Rec. ex. vol. IV at 57, 61, 65, 69, 73, 77, 81, 85, 89, 91, 95, 99, 103, 107, 111, 128, 140, 153 & 164 & 176.

. The court’s choice of words is unfortunate because the clear implication of the court's reference to "schools devoted to educating white children,” is that Topeka was unconcerned with educating minority children. The court’s implication is not supported by the record.

. Perhaps because there was no evidence concerning “vigorous official encouragement of de-segregative transfers” this court views the majority to minority plan as "minimally effective” and as "a slightly desegregative transfer plan that potentially could be significant." Court’s Opinion at 865, 885, 885 n. 97, 878. Nonetheless, the Supreme Court has endorsed such plans, see Swann, 402 U.S. at 26-27, 91 S.Ct. at 1281-82, and it is unclear what feature of the plan this court objects to, particularly considering the lack of evidence on this point at trial. See Court’s Opinion at 884 ("The feasibility of further measures was not a focus of this case, and there was little evidence on this question.”).

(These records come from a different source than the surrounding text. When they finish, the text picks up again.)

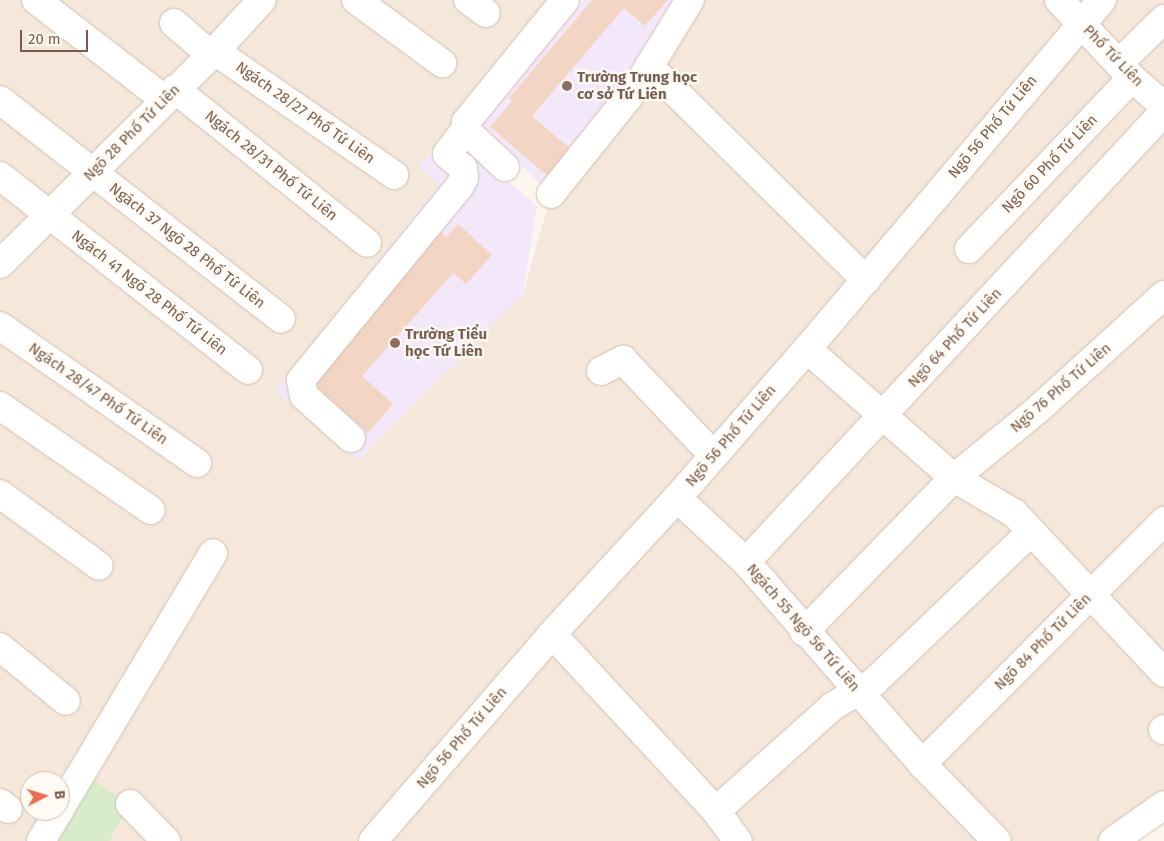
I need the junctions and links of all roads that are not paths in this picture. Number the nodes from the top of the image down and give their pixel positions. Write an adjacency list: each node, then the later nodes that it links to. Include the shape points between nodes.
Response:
1 (36, 0): 15 (street, Ngách 28/31 Phố Tứ Liên)
2 (262, 0): 11 (street, Ngõ 28 Phố Tứ Liên)
3 (356, 0): 12 (street)
4 (564, 0): 18 (street, via 477,106 466,122)
5 (690, 0): 13 (street)
6 (1059, 0): 10 (street, Phố Tứ Liên)
7 (1102, 0): 10 (street, Ngõ 56 Phố Tứ Liên)
8 (1164, 19): 14 (street, Ngõ 60 Phố Tứ Liên)
9 (174, 23): 11 (street, Ngách 28/27 Phố Tứ Liên)
10 (1081, 24): 14 (street, Phố Tứ Liên); 28 (street, Ngõ 56 Phố Tứ Liên)
11 (213, 53): 15 (street, Ngõ 28 Phố Tứ Liên); 21 (street, Ngách 28/27 Phố Tứ Liên)
12 (442, 62)
13 (649, 66): 23 (street, via 636,88); 28 (street)
14 (1126, 71): 17 (street, Phố Tứ Liên); 26 (street, Ngõ 60 Phố Tứ Liên)
15 (170, 94): 20 (street, Ngõ 28 Phố Tứ Liên); 25 (street, Ngách 28/31 Phố Tứ Liên)
16 (0, 100): 20 (street, Ngách 37 Ngõ 28 Phố Tứ Liên)
17 (1162, 106): 36 (street, Ngõ 64 Phố Tứ Liên)
18 (465, 130): 19 (street); 37 (street, via 447,154 463,168 464,178 459,187 301,380 304,396)
19 (505, 167)
20 (93, 173): 24 (street, Ngõ 28 Phố Tứ Liên); 30 (street, Ngách 37 Ngõ 28 Phố Tứ Liên)
21 (394, 175)
22 (0, 176): 24 (street, Ngách 41 Ngõ 28 Phố Tứ Liên)
23 (551, 194)
24 (50, 216): 27 (street, Ngõ 28 Phố Tứ Liên); 33 (street, Ngách 41 Ngõ 28 Phố Tứ Liên)
25 (367, 243)
26 (969, 249)
27 (0, 264)
28 (866, 280): 32 (street, Ngõ 56 Phố Tứ Liên)
29 (1164, 295): 40 (street, Ngõ 76 Phố Tứ Liên, via 1035,412)
30 (281, 319)
31 (0, 326): 39 (street, Ngách 28/47 Phố Tứ Liên)
32 (807, 349): 36 (street); 38 (street, Ngõ 56 Phố Tứ Liên)
33 (248, 370)
34 (601, 371): 38 (street, via 623,360)
35 (0, 406): 43 (street)
36 (881, 417): 40 (street); 47 (street, Ngõ 64 Phố Tứ Liên)
37 (351, 438)
38 (714, 456): 42 (street, Ngõ 56 Phố Tứ Liên)
39 (196, 463)
40 (954, 478): 45 (street, via 1014,513); 50 (street, Ngõ 76 Phố Tứ Liên)
41 (0, 494): 48 (street)
42 (677, 498): 47 (street, Ngách 55 Ngõ 56 Tứ Liên); 51 (street, Ngõ 56 Phố Tứ Liên)
43 (151, 510)
44 (1164, 521): 49 (street, Ngõ 84 Phố Tứ Liên)
45 (1032, 532): 49 (street); 54 (street, via 874,682)
46 (213, 552): 57 (street)
47 (746, 562): 50 (street, Ngách 55 Ngõ 56 Tứ Liên)
48 (99, 566)
49 (1089, 596): 53 (street); 56 (street, Ngõ 84 Phố Tứ Liên)
50 (804, 632): 54 (street, Ngách 55 Ngõ 56 Tứ Liên)
51 (552, 634): 60 (street); 64 (street, Ngõ 56 Phố Tứ Liên)
52 (0, 647): 55 (street)
53 (1164, 673)
54 (856, 690): 56 (street, Ngách 55 Ngõ 56 Tứ Liên); 60 (street, via 833,706)
55 (66, 701)
56 (922, 764): 66 (street, Ngách 55 Ngõ 56 Tứ Liên)
57 (70, 792)
58 (130, 804): 63 (street)
59 (1164, 804): 67 (street)
60 (716, 811): 65 (street)
61 (53, 821): 62 (street)
62 (41, 841)
63 (166, 841)
64 (373, 841)
65 (738, 841)
66 (997, 841)
67 (1113, 841)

. Mr. Douglas was asked the following question on direct concerning the goal of eliminating majority-minority schools in the Topeka system:

Mr. McAtee: The fact that that goal has not yet been achieved or does not exist today in this district, Mr. Douglas, is that an indication to you that actions of this Board of Education present and past or inactions of the Board of Education present and past have been undertaken with an intent to achieve a segregative effect?
Mr. Douglas: I certainly do not believe that and I have no knowledge of any such actions or inactions by the board. I certainly believe at this particular point in time that this district is not in noncompliance or is outside the law and I don’t really feel that the district needs the ACLU or anyone else to mandate any *954directives as to what should be done in this district and that includes, if I may say so respectfully, this court. I think that the board has clearly exhibited, at least I know for the eight years that I was there and in looking at and listening to what had happened previously, it certainly is indicative to me that the board has faced up to the problem and one of the kinds of things that they feel that they could do. I don't think that anything is perfect. I’m certainly not perfect, but I don’t think I want to throw me away or I’m not going to go have myself made over because I’m not perfect. I hope that I have a little time to continue to improve myself and that’s the same way that I see the district and with all of the problems that are facing education today, there’s an old adage that I think is really appropriate for this particular situation. It goes, while standing knee deep in alligators, it is sometimes difficult to remember that your original reason for being there was to drain the swamp, and if you serve on a Board of Education today with all the myriad of problems that comes before you, I think it’s commendable that this board has taken as a priority, at least the board that I was on, took as a priority the lowering of minority percentages and the monitoring of those situations that could cause those problems.

Rec. vol. XII at 2455-56.

. Although the court is impressed with magnet schools to attract white students, see Court’s Opinion at 885 n. 97, and voluntary transfers to improve racial balance, it is most unlikely that these techniques can produce the type of racial balance so essential to the court’s decision. See F. Welch & A. Light, supra note 27, at 23-25, 57 (smallest decrease in dissimilarity index associated with magnet programs); see also J. Ho-chschild, The New American Dilemma-Liberal Democracy and School Desegregation 70-79 (1984); L. Hughes, W. Gordon & L. Hillman, Desegregating America’s Schools 17-20 (1980).

. Accordingly, I would affirm the district court’s judgment insofar as denying relief under Title VI. I concur in this court’s judgment insofar as it affirms the dismissal of the Governor and the state board of education defendants from this action. See Court’s Opinion at 887 (“We affirm both of these rulings.’’).